Recently, MCAN announced it’s legislative priorities for this session of the Massachusetts Legislature. We are pushing to increase our supply of renewable energy, provide access to solar for everyone and to make polluters pay with a price on carbon. You can join MCAN's Legislative Action Team and make a difference. Listen in as we discuss these topics, the Governor’s score card and the brewing fight between New York and FERC.

Increasing Our Renewable Energy:
We need more clean energy, and one great way to move the clean energy market forward is to have the utilities buy more of it. We support increasing the Renewable Portfolio Standard by 3% each year, driving demand for renewable power and growing our local clean energy industry. We also support a statewide solar target of 25% solar by 2030 and eliminating the solar net metering caps. We believe that municipal light plants should be included in the state’s clean energy goals.
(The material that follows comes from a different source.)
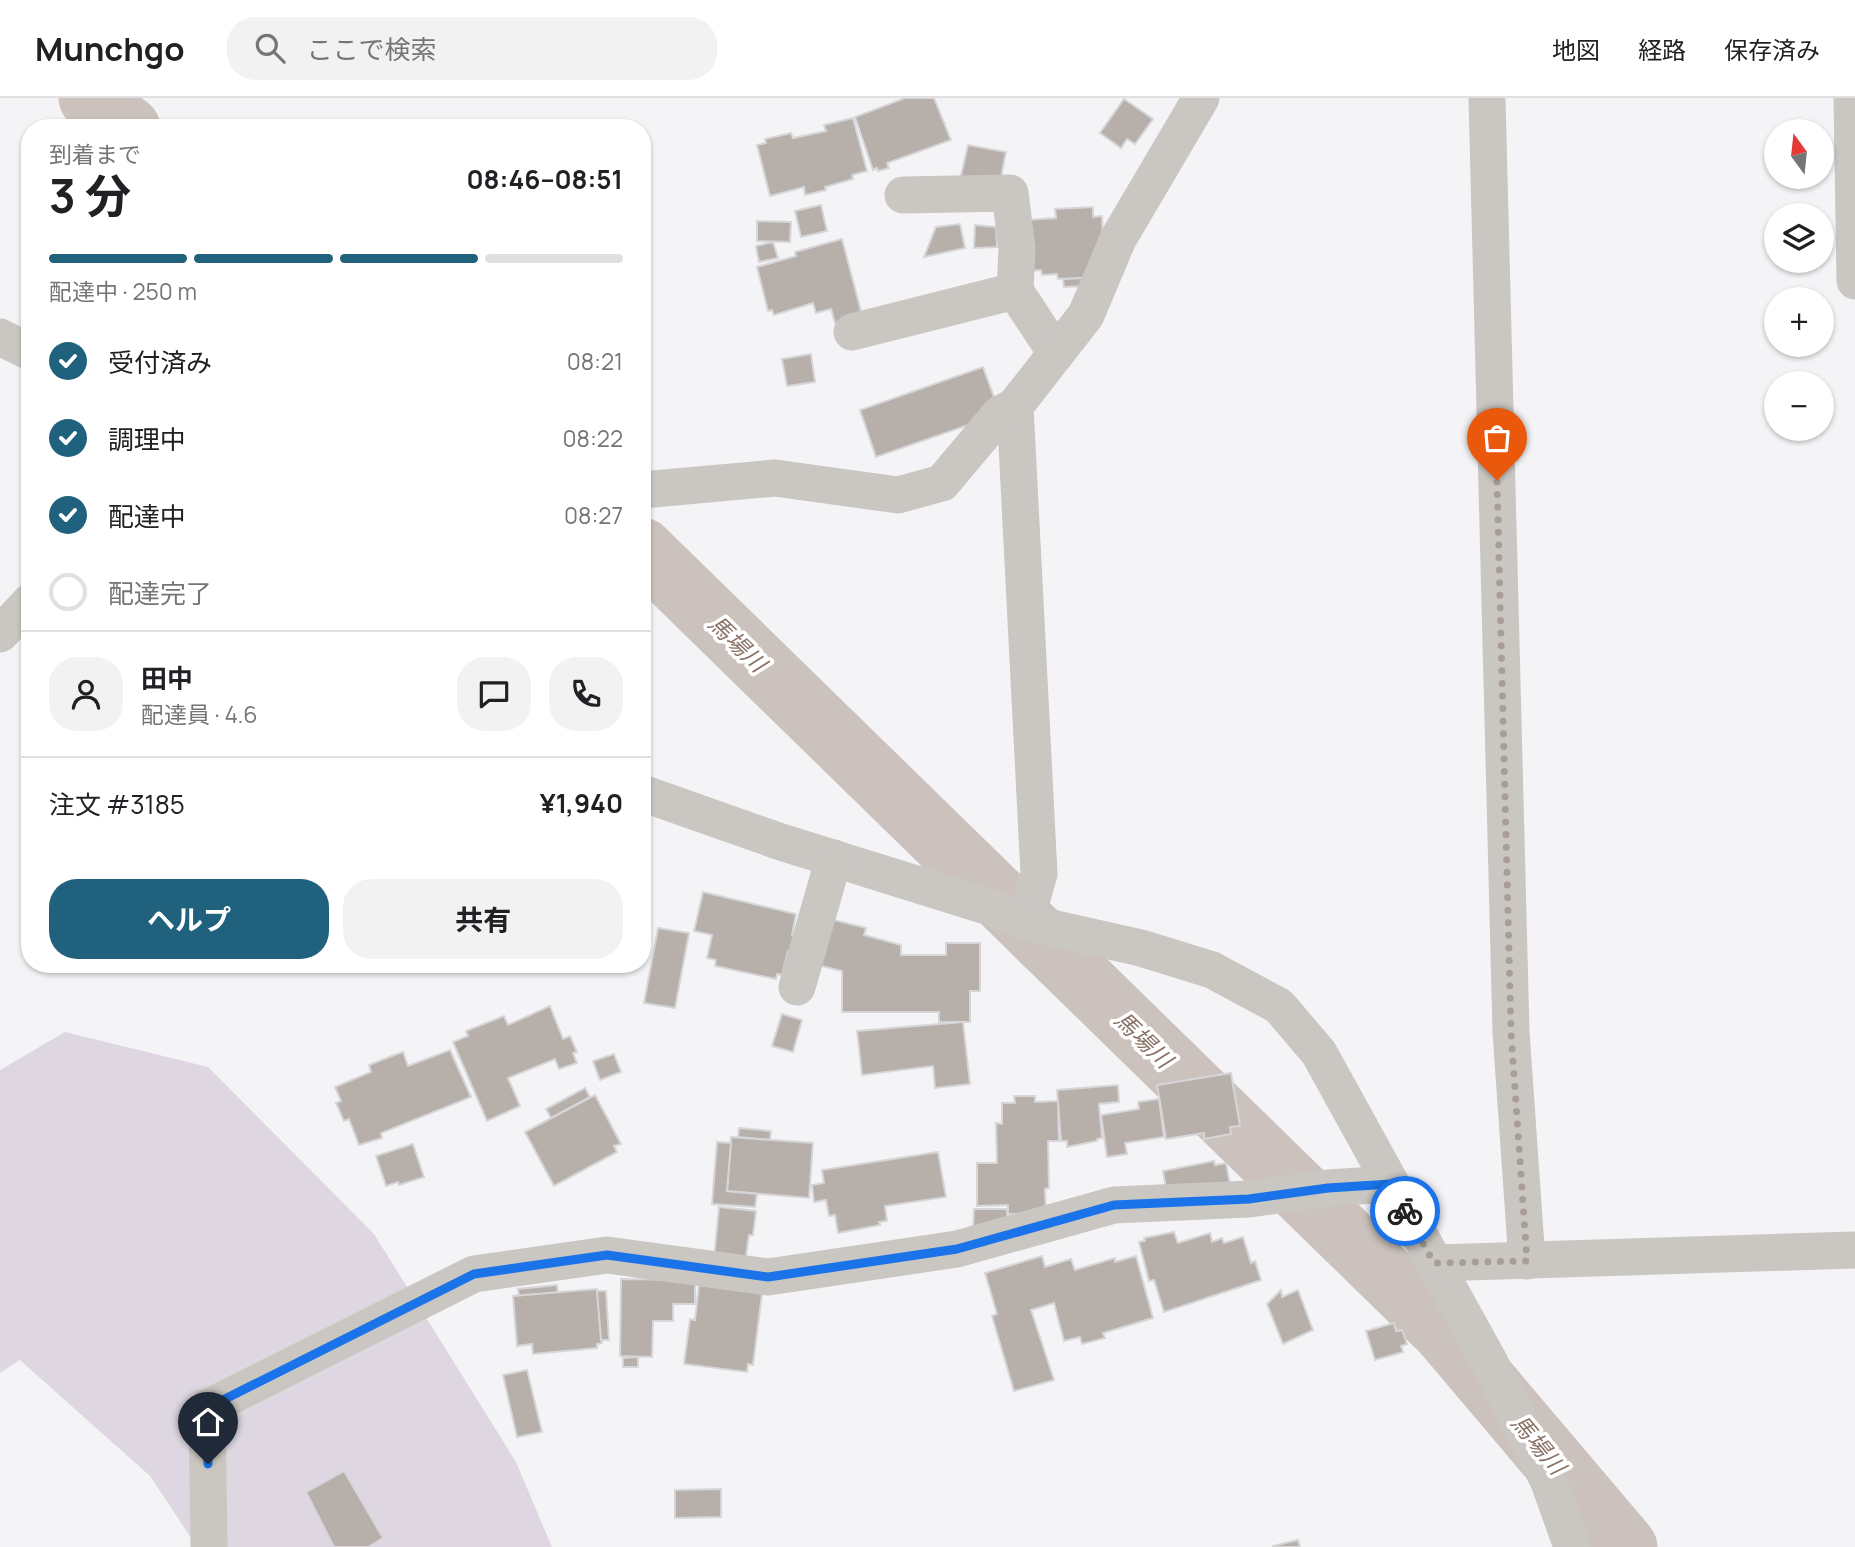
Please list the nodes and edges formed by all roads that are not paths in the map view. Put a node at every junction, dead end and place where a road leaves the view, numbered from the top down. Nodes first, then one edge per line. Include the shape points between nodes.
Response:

Providing Access to Solar for All:
Everyone should be able to get their power from the sun, no matter their community and no matter their income level. This legislation ensures fair compensation to low-income solar and to community-shared solar (net metering) for low-moderate income customers, encourages projects that expand access to communities facing barriers, and directs the Department of Energy Resources to address barriers like income, housing type and language in their program design.
Making Polluters pay through Carbon pricing:
One of the best ways to discourage behavior we don’t want is to put a price on it, and studies have shown that pricing carbon would cut our carbon pollution by up to 10%. This legislation would establish a common-sense fee-and-rebate system of carbon pollution fees charged to fossil fuel importers. The revenues from those fees would go into a dedicated fund, from which each state resident would receive an equal rebate, and employers would get rebates based on their number of employees.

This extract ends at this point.